I was just about to post this exact same thing. Now there's an introduction of ranges and another API that is necessary to understand in order to grok this code. Bit twiddling, ANDing, and ORing are specific and absolute.

For example, what happens when I specify a range of 0..100 for a 32 bit int? what if the value is too big for the range? APIs around small operations like this introduce ambiguity that wasn't present before.

>Bit twiddling, ANDing, and ORing are specific and absolute

So what? You could implement addition using bitwise operators, but it makes for much more readable and less error-prone code to abstract it into an addition operator. Code should clearly express intent, and if your intent is to set, say, bits 5 though 9 of some register to some value, the clearest expression of that is something like (given a right-open range convention, which is well-established in this particular language):

    register.set_bits(5..10, value);
If I look at the above statement, I know what the author of the code intended it to do and can rely on (or manually verify once) the correctness of the implementation of "set_bits." If instead I'm reading code like

    register = (register & 0xFC1F) | (value << 5);
I have to work out in my head what the bit fiddling is doing, and from that guess what the author meant the code to do. I can't know whether he or she made a mistake in translating the intent to bitwise operations (say I know from context that value is less than 8; did they really mean to clear bits 8 and 9?), because the intent isn't expressed anywhere.

>For example, what happens when I specify a range of 0..100 for a 32 bit int?

What happens is that you've violated a precondition of the API. Because this is Rust, I would expect the operation to be implemented in such a way as to panic (in debug mode), or just fail to compile, since selecting a bit range like this at run time is extremely uncommon.

>what if the value is too big for the range?

Same thing as if you weren't using the abstraction around the bitwise operators: either you'd clobber higher bits, or the implementation would truncate the value.
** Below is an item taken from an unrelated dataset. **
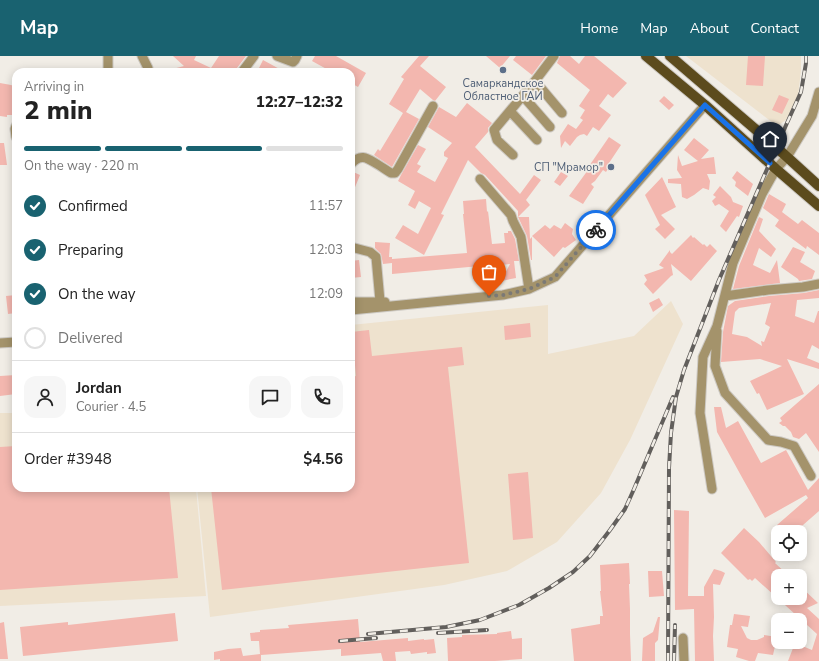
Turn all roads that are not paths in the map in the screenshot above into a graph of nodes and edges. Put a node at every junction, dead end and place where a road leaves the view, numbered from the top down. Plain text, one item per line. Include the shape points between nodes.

Again, though, I would expect a debug-mode panic.

>APIs around small operations like this introduce ambiguity that wasn't present before.

I'm not sure what "ambiguity" you see here. There's the issue of whether the range is right-open or -closed, but again right-open ranges are well-established in Rust.

A range of 0..100 could be a static error. There's nothing fundamentally ambiguous about the technique, eg you can shift by 100 already.
Every other project comes up with its own wrapper for bit wise operations. Its not that big a piece of code to find and understand. Its a matter of taste. The first one is the canonical form (in C) and the only error source is the hex.
! is both bitwise and boolean negation, depending on the type (bool vs some numeric)
>Personally, I disagree. Whilst it is easy to make mistakes while writing bit-fiddling code

Luckily Rust gives you the #[test] directive so the next line after abstracting away the bit-flipping details you can provide it works correctly.